Eertman was de zoon van een kuiper, Roelf Johannes Eertman, en Garbrandina Bolhuis. In 1887, het jaar waarin hij een café begon in Noordwolde, trouwde hij met Margritha Wolters. Zij kregen twee dochters, in 1888 en in 1892.

Vanaf 1895 begon Eertman te handelen in harmoniums en piano's en ging hij zich toeleggen op onderhoud en reparatie van pijporgels. Al snel kreeg hij opdrachten voor het maken van nieuwe kerkorgels. Zijn eerste instrument bouwde hij in 1899 voor de kerk van Adorp. Daarna volgden nieuwbouwinstrumenten voor kerken in Middelstum (1901), Meedhuizen (1906), Niezijl (1907), Roodeschool (1908), Aduard (1908), Ten Post (1913, niet meer bestaand), Zuidhorn (1913), Oldehove (1913, sterk gewijzigd) en Thesinge (1920). Tot de orgels die hij verbouwd heeft behoren dat van Hendricus Huisz uit 1658 in de kerk van Noordwolde, waar zijn veranderingen in 1903 relatief bescheiden waren, en dat van Arp Schnitger uit 1696 in de kerk van Harkstede, waarvan hij in 1908 in feite alleen de orgelkast intact liet.

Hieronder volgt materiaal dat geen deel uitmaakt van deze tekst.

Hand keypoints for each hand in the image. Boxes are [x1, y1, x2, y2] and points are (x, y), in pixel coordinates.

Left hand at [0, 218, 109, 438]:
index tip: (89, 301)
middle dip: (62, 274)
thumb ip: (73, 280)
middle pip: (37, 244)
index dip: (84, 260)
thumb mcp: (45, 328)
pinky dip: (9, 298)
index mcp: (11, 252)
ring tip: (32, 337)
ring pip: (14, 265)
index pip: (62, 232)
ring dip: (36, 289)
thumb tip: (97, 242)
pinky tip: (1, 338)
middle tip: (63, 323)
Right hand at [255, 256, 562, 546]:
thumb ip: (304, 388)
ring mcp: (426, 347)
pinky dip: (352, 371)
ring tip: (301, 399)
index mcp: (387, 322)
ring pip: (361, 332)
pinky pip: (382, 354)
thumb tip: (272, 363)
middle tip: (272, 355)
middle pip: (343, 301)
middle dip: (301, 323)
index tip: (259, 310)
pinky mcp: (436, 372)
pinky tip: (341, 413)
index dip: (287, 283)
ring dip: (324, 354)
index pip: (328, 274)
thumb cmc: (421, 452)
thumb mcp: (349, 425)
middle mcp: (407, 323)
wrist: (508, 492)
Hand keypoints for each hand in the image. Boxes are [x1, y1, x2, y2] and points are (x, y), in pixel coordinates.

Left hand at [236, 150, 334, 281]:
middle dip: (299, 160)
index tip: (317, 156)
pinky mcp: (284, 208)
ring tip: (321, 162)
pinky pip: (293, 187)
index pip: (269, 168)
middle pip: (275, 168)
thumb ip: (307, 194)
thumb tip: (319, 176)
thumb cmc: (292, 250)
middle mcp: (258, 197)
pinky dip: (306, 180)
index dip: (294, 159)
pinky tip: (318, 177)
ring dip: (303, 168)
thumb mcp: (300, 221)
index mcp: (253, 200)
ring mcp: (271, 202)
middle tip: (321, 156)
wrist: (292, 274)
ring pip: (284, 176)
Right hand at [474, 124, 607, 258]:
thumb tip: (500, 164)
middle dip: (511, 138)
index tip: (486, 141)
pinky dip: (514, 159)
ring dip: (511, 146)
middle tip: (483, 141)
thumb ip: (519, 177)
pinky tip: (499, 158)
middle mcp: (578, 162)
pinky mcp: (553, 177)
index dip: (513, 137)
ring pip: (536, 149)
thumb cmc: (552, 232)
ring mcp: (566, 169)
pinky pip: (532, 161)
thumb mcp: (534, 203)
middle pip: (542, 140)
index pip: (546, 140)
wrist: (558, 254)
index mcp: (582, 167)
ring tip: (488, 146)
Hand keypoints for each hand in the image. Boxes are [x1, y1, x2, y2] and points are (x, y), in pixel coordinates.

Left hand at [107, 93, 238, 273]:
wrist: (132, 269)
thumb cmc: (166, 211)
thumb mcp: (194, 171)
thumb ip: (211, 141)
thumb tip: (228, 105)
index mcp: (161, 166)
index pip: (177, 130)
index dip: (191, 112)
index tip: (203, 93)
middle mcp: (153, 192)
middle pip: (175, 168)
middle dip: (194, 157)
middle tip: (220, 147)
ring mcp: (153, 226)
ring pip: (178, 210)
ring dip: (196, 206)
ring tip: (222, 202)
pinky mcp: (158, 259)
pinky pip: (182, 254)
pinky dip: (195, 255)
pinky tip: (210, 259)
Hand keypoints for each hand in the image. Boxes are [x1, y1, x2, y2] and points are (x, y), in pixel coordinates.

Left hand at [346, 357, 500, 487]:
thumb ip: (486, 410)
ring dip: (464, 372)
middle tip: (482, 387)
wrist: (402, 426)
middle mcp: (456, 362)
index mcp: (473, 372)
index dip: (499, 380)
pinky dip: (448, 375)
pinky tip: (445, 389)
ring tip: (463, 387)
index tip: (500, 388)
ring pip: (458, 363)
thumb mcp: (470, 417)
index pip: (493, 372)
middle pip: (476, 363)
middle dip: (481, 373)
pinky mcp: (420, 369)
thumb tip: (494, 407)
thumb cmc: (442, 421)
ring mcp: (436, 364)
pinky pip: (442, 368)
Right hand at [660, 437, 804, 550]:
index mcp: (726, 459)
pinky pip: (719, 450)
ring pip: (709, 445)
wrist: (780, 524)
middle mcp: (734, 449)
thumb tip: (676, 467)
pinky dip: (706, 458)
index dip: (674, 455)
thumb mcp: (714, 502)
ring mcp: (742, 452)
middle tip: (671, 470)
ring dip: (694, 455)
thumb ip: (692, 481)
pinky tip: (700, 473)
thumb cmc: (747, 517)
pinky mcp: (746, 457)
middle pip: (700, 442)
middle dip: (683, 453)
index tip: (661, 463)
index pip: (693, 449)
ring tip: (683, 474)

Eertman had in Noordwolde een leerling, Hendrik Vegter (1892-1967), die in 1919 overstapte naar de firma A.S.J. Dekker te Goes en zich later vestigde in Usquert. Vegter is bekend van één eigen nieuwbouworgel, dat hij in 1922 bouwde voor de Walfriduskerk te Bedum. Vegter zou Eertmans schoonzoon en opvolger worden, maar toen de verloving met Eertmans dochter uitraakte bekoelde hun verstandhouding, zodat niet Vegter maar de firma Holtman & Leemhuis te Zuidbroek de zaken van Eertman overnam. Na 1925 leefde Eertman teruggetrokken in Zuidwolde, waar hij in 1940 op 77-jarige leeftijd stierf.

Orgels

Het oeuvre van de eclectische autodidact Eertman is sterk geënt op de orgelbouw uit de 17e en 18e eeuw, zowel qua uiterlijk als qua klankideaal. Het Huisz-orgel in zijn woonplaats Noordwolde dat hij jarenlang in onderhoud had, diende hem tot voorbeeld in de vorm en ornamentiek, evenals de orgels van Schnitger, Albertus Antoni Hinsz en Heinrich Hermann Freytag. Ook is invloed te bespeuren van de Groninger orgelfamilies Lohman en Van Oeckelen. Hij gebruikte regelmatig houtsnijwerk in barok- of rococostijl dat hij van elders had betrokken. Ook orgelpijpen, klavieren en andere onderdelen kocht hij vaak kant-en-klaar in Duitsland, in navolging van Roelf Meijer, maar in tegenstelling tot deze Veendammer collega had hij een minder superieure leverancier. Daardoor is de intonatie van zijn 'boerenorgels' niet altijd heel zuiver en de klank soms wat wollig.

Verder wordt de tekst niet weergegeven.